Thank you for TWIP, TWIV, and TWIM and all the hours you put educating the public.

Keep up the amazing podcasts,


Peter writes:

Dear TWiP team

I remember sparganosis from TWiP#8: Frog legs and parasite tales so was interested to read of a case in the UK:

The patient was from China so presumably contracted the parasite there.
The remains of the worm were genetically sequenced and identified as Spirometra erinaceieuropaei:

The species name erinaceieuropaei suggests that it was first identified from the European hedgehog which seems strange for a parasite said to originate from the far east.


Kevin writes:

Thought you folks might like to hear about this!

"A nematode worm's brain has been mapped, simulated in software & put into a lego robot which now *acts like a worm*"

Andrea writes:

Howdy Dickson and Vincent!

I am glad for the new TWIP podcast.

I am sure you saw this story:

When I read it I thought of the two you. I suffered from migraines for years, I'm so glad that it wasn't a tapeworm!

It is rainy and 50F here in Seattle just the way I love it!

I too am sad about the Car Talk brother's, Tommy, passing. He was such a joy!

Take care!

Wink writes:

Loved the last TWIP, and all the rest. I had read long ago that vivax relapses occur with a periodicity of 3 months; not necessarily every 3 months, but multiples of 3 months. Is this true?

Atlanta, GA

Øystein writes:

Dear Vincent Racaniello and Dick Despommier,

I just read an intriguing article on the parasite Cryptosporidium, that concludes:
"The observation of extracellular developmental stages in this study further supports suggestions that classification of Cryptosporidium as an obligate intracellular apicomplexan may require revision"

Article attached (open access).

The story of this parasite is unfolding before our eyes. Maybe you would like to revisit this parasite again on your show. Cryptosporidium research is generating more interest than before because of the new evidence from the Global Enteric Multicenter Study (GEMS) that Cryptosporidium ranks as the second most important cause of severe childhood dirrhoea after rotavirus.
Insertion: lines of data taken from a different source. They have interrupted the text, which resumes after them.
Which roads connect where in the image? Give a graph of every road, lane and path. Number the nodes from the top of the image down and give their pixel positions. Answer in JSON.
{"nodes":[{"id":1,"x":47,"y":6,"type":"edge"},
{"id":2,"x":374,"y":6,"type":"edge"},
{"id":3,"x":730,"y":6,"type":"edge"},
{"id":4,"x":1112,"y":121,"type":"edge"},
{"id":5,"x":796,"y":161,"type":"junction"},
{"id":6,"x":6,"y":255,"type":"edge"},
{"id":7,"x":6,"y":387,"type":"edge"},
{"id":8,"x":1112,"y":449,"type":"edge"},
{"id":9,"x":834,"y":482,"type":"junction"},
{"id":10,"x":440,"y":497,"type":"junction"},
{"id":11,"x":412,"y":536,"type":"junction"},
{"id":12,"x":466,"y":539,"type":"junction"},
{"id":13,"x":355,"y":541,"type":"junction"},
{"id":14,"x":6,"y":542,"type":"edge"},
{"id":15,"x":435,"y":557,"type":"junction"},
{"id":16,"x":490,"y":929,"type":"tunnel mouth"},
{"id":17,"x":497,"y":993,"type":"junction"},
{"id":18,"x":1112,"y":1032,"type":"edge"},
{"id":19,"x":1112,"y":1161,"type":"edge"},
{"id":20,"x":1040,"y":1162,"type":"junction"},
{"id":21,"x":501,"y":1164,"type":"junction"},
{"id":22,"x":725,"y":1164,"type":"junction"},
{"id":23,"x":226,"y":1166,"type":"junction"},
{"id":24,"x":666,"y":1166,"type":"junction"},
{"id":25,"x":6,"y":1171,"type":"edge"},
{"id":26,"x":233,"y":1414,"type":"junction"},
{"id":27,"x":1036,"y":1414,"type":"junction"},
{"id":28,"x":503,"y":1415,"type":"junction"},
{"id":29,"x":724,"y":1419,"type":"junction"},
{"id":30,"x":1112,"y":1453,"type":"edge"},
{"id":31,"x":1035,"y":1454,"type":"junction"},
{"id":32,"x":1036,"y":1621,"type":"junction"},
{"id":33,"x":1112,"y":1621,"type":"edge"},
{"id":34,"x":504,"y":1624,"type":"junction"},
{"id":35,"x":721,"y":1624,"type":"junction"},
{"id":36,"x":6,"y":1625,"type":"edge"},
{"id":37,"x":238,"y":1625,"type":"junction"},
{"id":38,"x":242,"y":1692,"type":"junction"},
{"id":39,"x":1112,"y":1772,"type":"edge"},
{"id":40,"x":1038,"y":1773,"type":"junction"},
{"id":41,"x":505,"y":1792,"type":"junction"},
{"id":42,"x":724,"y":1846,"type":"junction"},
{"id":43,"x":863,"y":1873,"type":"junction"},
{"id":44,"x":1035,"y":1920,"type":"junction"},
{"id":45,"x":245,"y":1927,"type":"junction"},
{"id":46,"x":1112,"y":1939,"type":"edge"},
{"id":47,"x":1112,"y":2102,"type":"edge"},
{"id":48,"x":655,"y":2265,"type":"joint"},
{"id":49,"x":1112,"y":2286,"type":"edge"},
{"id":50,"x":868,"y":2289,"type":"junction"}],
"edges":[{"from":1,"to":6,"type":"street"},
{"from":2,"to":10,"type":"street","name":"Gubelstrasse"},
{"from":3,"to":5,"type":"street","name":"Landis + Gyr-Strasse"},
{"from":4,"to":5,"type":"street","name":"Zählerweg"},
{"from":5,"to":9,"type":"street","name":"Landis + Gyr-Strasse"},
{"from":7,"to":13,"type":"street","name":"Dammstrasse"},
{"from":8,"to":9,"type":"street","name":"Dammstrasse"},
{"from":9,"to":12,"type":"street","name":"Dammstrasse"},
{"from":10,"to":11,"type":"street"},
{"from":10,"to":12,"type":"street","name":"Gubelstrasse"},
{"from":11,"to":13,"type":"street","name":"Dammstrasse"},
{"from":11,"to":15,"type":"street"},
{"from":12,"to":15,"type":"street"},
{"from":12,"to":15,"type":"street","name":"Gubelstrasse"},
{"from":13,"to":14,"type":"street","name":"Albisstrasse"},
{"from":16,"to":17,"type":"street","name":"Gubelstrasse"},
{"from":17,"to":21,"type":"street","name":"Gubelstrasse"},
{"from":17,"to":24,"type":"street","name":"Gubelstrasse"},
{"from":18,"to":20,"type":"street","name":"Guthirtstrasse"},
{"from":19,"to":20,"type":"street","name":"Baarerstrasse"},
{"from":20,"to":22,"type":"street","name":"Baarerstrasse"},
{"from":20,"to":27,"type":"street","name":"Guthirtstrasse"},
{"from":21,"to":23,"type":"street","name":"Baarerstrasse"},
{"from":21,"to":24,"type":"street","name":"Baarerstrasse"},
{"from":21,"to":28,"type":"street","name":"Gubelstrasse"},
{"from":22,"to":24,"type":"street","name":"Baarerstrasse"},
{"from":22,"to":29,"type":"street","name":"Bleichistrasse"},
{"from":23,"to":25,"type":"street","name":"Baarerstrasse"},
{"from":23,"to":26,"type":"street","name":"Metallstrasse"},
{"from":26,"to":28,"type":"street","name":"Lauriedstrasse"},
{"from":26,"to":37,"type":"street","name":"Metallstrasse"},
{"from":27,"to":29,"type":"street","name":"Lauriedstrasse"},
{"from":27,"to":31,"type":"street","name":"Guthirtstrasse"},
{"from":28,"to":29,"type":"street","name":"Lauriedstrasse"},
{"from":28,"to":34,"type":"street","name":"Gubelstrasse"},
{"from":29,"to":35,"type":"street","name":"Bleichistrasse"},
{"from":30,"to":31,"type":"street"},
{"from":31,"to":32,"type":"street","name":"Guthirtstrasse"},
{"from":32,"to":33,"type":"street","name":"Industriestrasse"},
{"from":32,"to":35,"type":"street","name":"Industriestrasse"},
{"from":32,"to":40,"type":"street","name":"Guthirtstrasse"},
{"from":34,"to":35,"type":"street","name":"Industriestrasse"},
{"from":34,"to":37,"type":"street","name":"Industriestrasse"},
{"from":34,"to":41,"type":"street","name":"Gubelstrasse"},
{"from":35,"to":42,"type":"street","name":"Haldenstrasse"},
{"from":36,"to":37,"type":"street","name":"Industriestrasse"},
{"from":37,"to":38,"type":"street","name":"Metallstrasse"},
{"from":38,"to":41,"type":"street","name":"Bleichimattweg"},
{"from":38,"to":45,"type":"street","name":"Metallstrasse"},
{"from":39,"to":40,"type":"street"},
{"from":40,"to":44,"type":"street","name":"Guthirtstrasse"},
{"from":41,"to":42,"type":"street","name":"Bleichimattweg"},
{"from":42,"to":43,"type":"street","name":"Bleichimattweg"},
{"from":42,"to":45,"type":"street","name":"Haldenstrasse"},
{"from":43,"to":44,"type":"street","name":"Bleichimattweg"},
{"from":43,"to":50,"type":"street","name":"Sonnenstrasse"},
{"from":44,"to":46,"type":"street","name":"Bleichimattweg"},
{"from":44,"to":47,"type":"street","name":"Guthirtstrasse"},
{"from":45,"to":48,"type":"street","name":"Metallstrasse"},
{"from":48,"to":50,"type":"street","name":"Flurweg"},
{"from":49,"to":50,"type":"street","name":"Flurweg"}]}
If the parasite can replicate in biofilms growing on the inside of our water pipes we might have a bigger problem than we realized.

I still follow all your TWIX family shows with great pleasure, and have been following you since the very beginning. Thank you again for your inspiring podcasts.

All the best,


Consultant Clinical Microbiologist
Vestfold Hospital Trust, Tønsberg, Norway
Currently in : Black Lion Hospital, Addis Ababa, Ethiopia

Sharmbey writes:

Hey, my name is Sharmbey (SB) in College Park, MD. I started listening to TWIP in August 2014 in order. As I type I'm on #52. It's been extremely entertaining hearing you guys talk so much mess to each other, yet so humble every time. Perfect. I'm not a student or working in any type of science field but I love all science. Dr.D, I've been thinking of "tall buildings to grow crops" for years before I knew other people actually started it. Finding you was mind-blowing with your fancy "vertical farm". :-) If you guys read this it will be awesome to hear my name by the time I catch up to the episode. I can clearly see you guys have plenty of content so I wont ask "dont stop". In episode #52, a listener tells of a great grandparent sick with malaria in the past. That reminded me of the book As I Lay Dying where a dying mother or grandmother rode in a wagon on a long trip. Maybe they had malaria in the book. Just a random thought. Anyway, keep up the great work. Oh yeah. You don't need me to tell you, but I want to say "forget" that guy or anybody who comments on your style. Tell as many stories, related or unrelated, as you like. Who's names are on the title?? Like I said, you guys are the perfect blend of a wealth of knowledge and some comedy. Vince bashes Dickson, while Dickson is humble about it. Then Dickson is like more rough and gruff and more crude, in a good way, while Vince tries to defend the subject at hand. Great stuff. I probably won't write again so I'm getting it all out now. I'm a delivery driver with La Prima Catering and I go to Walter Reed, NIH, NASA, NOAA, UMD very often and its so cool hearing what's going on in these places. I think I'm done. SB out.